### [WHAT YOU HAVE TO DO]
Transcribe every entry exactly; the images stay out.

### [RECORDS FOR THIS TASK]

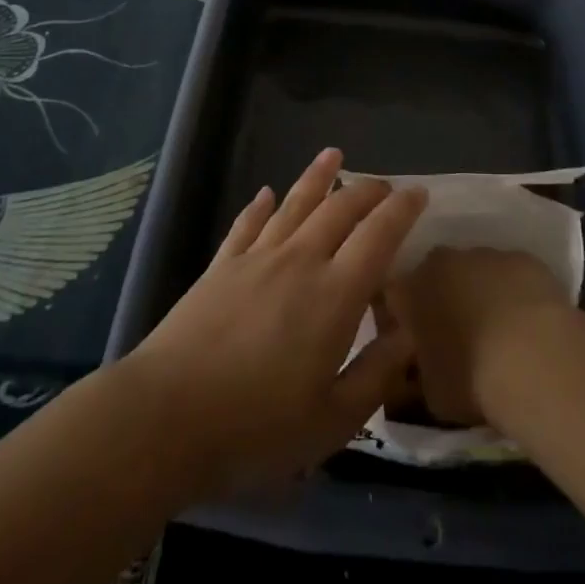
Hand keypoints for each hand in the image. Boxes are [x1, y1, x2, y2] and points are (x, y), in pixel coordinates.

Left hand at [126, 148, 426, 496]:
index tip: (418, 193)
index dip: (401, 210)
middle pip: (339, 209)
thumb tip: (407, 334)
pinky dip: (260, 205)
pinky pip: (247, 224)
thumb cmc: (256, 428)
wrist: (166, 417)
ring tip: (333, 154)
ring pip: (294, 204)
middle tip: (384, 184)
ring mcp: (256, 258)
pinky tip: (266, 193)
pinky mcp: (221, 266)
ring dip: (317, 177)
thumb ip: (375, 375)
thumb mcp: (331, 422)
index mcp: (334, 295)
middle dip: (367, 191)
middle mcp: (300, 261)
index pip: (378, 236)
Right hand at [387, 248, 568, 427]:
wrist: (534, 360)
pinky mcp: (523, 257)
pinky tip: (529, 322)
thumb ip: (420, 370)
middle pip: (435, 274)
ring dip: (480, 290)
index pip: (393, 294)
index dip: (403, 314)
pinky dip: (515, 291)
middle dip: (442, 296)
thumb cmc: (471, 381)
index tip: (414, 337)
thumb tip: (423, 367)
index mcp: (409, 290)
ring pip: (475, 269)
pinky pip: (512, 272)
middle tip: (457, 332)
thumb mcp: (430, 393)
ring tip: (499, 329)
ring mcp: (484, 253)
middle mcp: (442, 261)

### [RESPONSE TO THIS TASK]
Hand keypoints for each hand in the image. Boxes are [x1, y1, x2, y2] and points are (x, y), in pixel coordinates.

Left hand at [126, 148, 426, 496]:
index tip: (418, 193)
index dip: (401, 210)
middle pip: (339, 209)
thumb tip: (407, 334)
pinky dip: (260, 205)
pinky pip: (247, 224)
thumb cmc: (256, 428)
wrist: (166, 417)
ring tip: (333, 154)
ring pip: (294, 204)
middle tip: (384, 184)
ring mcp: (256, 258)
pinky tip: (266, 193)
pinky mcp: (221, 266)
ring dip: (317, 177)
thumb ip: (375, 375)
thumb mcp: (331, 422)
index mcp: (334, 295)
middle dip: (367, 191)
middle mcp: (300, 261)
index pip: (378, 236)
Right hand at [387, 248, 568, 427]:
wrist: (534, 360)
pinky mcp: (523, 257)
pinky tip: (529, 322)
thumb ip: (420, 370)
middle pip: (435, 274)
ring dip: (480, 290)
index pip: (393, 294)
index dip: (403, 314)
pinky dip: (515, 291)
middle dip: (442, 296)
thumb cmc: (471, 381)
index tip: (414, 337)
thumb tip: (423, 367)
index mcp: (409, 290)
ring pip: (475, 269)
pinky pip: (512, 272)
middle tip: (457, 332)
thumb mcp: (430, 393)
ring tip: (499, 329)
ring mcp: (484, 253)
middle mcp: (442, 261)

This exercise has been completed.